The contents poured out and slipped down the sloping flatbed.
‘Jesus Christ!’ the dustman behind him gasped.
Harry tore open a second. And a third.
Heard the dustman jump off and puke, the splash on the tarmac.
In the fourth bag Harry found what he was looking for. The other parts of her body could have belonged to anyone. But not this. Not this blonde hair, not this pale face that would never blush again. Not these vacant, staring eyes that had recognised everyone she had ever seen. The face had been hacked to pieces, but Harry was in no doubt. He put a finger on the earring forged from a uniform button.
It was so painful, so, so painful that he couldn’t breathe, so painful that he was doubled up, like a dying bee with its sting removed.
And he heard a sound cross his lips, as though from a stranger, a long, drawn-out howl that echoed around the quiet neighbourhood.
PART FOUR
27
Beate Lønn was buried in Gamlebyen Cemetery, beside her father. He hadn’t been buried there because it was his parish but because the cemetery was the closest one to Police HQ.
Mikael Bellman adjusted his tie. Held Ulla’s hand. It had been the PR consultant’s suggestion that she went along. The situation for him as the most senior officer had become so precarious after the latest killing that he needed help. The consultant had explained that it was important for him as Chief of Police to show more personal commitment, empathy, that so far he had appeared slightly too professional. Ulla had stepped up. Of course she had. Stunningly beautiful in the mourning outfit she had chosen with such meticulous care. She was a good wife to him. He would not forget it. Not for a long time.
The priest went on and on about what he called the big questions, about what happens when we die. But of course they weren’t the big questions; those were what had happened before Beate died and who had killed her. Her and three other officers in the course of the last six months.
They were the big questions for the press, who had spent recent days paying homage to the brilliant head of Krimteknisk and criticising the new and shockingly inexperienced Chief of Police.
They were the big questions for Oslo Council, who had summoned him to a meeting where he would have to account for his handling of the murders.
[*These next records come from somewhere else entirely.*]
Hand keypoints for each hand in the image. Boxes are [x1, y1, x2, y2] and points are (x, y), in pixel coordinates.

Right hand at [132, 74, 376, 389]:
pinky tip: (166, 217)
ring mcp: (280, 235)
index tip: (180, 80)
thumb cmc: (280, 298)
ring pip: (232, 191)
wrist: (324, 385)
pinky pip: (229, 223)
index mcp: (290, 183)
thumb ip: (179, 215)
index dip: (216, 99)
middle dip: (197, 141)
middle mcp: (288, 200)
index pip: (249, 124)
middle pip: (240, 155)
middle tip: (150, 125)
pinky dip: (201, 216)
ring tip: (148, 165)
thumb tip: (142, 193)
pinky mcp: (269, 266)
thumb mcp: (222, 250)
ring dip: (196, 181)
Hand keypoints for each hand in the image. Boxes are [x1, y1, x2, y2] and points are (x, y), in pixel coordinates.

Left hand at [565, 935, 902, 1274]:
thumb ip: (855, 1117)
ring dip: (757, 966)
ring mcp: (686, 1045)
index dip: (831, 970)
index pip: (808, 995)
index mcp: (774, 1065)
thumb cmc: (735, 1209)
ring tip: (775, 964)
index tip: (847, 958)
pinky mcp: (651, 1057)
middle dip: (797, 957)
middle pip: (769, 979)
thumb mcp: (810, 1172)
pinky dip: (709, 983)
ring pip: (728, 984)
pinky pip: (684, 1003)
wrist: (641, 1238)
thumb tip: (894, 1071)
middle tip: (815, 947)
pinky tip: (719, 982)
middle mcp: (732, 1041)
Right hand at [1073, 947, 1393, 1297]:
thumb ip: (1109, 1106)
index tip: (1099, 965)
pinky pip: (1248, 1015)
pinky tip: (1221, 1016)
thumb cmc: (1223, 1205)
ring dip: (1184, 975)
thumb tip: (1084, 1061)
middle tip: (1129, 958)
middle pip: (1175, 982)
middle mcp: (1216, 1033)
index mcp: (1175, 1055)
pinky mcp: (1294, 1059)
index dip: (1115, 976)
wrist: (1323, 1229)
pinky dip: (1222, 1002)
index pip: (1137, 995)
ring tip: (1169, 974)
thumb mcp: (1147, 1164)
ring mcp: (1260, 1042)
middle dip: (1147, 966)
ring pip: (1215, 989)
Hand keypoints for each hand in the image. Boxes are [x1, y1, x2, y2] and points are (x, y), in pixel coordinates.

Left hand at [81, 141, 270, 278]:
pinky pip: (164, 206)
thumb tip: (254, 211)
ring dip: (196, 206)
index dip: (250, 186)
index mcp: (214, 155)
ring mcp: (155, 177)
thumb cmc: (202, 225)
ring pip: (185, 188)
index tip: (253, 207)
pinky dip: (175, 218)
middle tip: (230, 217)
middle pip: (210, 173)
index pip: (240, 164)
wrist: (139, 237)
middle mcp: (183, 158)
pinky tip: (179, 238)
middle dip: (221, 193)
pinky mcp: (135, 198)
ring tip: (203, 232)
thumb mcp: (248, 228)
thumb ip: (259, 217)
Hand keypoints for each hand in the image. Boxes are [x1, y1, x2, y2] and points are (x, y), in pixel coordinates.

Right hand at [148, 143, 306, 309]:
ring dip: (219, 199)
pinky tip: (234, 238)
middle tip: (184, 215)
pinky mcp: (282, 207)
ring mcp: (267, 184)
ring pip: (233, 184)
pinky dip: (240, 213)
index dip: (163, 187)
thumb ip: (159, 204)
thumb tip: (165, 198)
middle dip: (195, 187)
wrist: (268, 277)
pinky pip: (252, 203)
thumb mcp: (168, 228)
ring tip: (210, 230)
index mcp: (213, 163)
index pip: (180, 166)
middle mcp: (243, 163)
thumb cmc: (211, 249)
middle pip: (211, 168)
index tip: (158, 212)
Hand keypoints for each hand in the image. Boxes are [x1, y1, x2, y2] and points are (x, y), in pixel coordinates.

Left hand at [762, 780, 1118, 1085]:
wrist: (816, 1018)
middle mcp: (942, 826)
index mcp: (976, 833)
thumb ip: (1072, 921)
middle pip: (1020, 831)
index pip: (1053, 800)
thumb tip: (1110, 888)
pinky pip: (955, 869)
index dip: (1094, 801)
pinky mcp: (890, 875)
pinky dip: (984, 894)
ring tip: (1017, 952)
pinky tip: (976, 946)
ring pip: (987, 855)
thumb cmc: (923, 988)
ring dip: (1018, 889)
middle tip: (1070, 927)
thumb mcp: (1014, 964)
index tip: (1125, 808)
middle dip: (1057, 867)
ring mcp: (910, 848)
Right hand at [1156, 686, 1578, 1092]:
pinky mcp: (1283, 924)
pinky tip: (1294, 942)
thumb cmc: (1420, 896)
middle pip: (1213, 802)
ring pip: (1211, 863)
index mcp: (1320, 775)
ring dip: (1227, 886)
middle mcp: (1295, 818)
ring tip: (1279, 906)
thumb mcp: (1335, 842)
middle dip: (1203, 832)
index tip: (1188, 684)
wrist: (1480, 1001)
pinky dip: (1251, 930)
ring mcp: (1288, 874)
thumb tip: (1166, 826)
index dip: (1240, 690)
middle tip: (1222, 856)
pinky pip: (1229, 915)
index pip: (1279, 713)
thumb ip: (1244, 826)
They had indicated that they would not pull their punches.
And they were the big questions for the investigation groups, both the large one and the small one Hagen had set up without telling him, but which Bellman had now accepted, as at least it had found a concrete lead to work on, Valentin Gjertsen. Its weakness was that the theory that this ghost might be behind the murders was based on a single witness’s claim that she had seen him alive. And she was now in the coffin by the altar.
In the reports from the forensics team, the police investigation and the pathologist, there hadn’t been enough detail to give a full picture of what had happened, but everything they did know matched the old reports of the murder in Bergslia.
So if you assumed the rest was identical, Beate Lønn had died in the worst way imaginable.
There wasn’t a trace of anaesthetic in any of the body parts they had examined. The pathologist’s report contained the phrases ‘massive internal bleeding in muscles and subcutaneous tissue’, ‘an inflammatory reaction to infection in the tissue’, which, translated, meant that Beate Lønn had been alive not only at the time the relevant parts of her body had been cut off, but unfortunately also some time afterwards.
The severed surfaces suggested a bayonet saw rather than a jigsaw had been used for the carving up of the body. The forensics officers guessed a so-called bimetal blade had been used, that is, a fourteen-centimetre, fine-toothed blade that could cut through bone. Bjørn Holm said this was the one hunters where he came from called the elk blade.